* _Brief_:
State how many lines in the records below include the word "Wisser". Give nothing but that number.

Collected data:
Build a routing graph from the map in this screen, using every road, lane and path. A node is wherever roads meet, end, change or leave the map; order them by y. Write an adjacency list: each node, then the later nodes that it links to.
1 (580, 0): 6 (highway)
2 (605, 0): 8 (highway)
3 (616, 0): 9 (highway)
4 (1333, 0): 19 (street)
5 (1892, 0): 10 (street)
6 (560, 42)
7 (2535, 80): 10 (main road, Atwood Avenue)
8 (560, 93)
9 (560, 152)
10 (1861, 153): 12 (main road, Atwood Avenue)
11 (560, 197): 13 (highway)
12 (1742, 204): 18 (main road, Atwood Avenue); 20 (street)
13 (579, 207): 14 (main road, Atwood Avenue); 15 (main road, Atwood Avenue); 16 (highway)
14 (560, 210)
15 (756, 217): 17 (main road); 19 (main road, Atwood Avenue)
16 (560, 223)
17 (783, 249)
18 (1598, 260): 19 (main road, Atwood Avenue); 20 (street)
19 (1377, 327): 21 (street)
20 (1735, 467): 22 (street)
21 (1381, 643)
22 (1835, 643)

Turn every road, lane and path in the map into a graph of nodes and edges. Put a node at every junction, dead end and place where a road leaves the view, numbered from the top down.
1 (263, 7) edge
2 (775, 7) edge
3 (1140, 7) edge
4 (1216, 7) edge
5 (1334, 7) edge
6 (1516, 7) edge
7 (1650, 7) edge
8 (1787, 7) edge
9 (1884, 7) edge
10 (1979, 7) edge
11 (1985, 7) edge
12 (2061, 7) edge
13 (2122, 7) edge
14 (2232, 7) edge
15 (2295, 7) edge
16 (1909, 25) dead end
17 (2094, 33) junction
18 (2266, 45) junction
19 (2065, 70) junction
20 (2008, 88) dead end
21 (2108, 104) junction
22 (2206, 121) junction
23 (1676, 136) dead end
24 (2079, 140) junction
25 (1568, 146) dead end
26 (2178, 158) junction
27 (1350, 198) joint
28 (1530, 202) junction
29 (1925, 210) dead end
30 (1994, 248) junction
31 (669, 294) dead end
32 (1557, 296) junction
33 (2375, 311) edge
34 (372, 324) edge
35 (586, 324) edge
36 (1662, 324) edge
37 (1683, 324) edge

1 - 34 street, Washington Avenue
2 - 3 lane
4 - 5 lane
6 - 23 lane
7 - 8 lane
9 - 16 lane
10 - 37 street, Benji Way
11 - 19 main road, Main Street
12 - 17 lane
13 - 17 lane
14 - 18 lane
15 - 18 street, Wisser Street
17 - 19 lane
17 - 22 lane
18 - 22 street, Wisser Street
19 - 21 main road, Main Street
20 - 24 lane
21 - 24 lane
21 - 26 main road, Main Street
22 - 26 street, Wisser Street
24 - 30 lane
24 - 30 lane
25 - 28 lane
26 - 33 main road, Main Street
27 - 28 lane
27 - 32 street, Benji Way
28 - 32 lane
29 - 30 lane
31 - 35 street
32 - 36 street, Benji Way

* _Reply to the exercise_:
3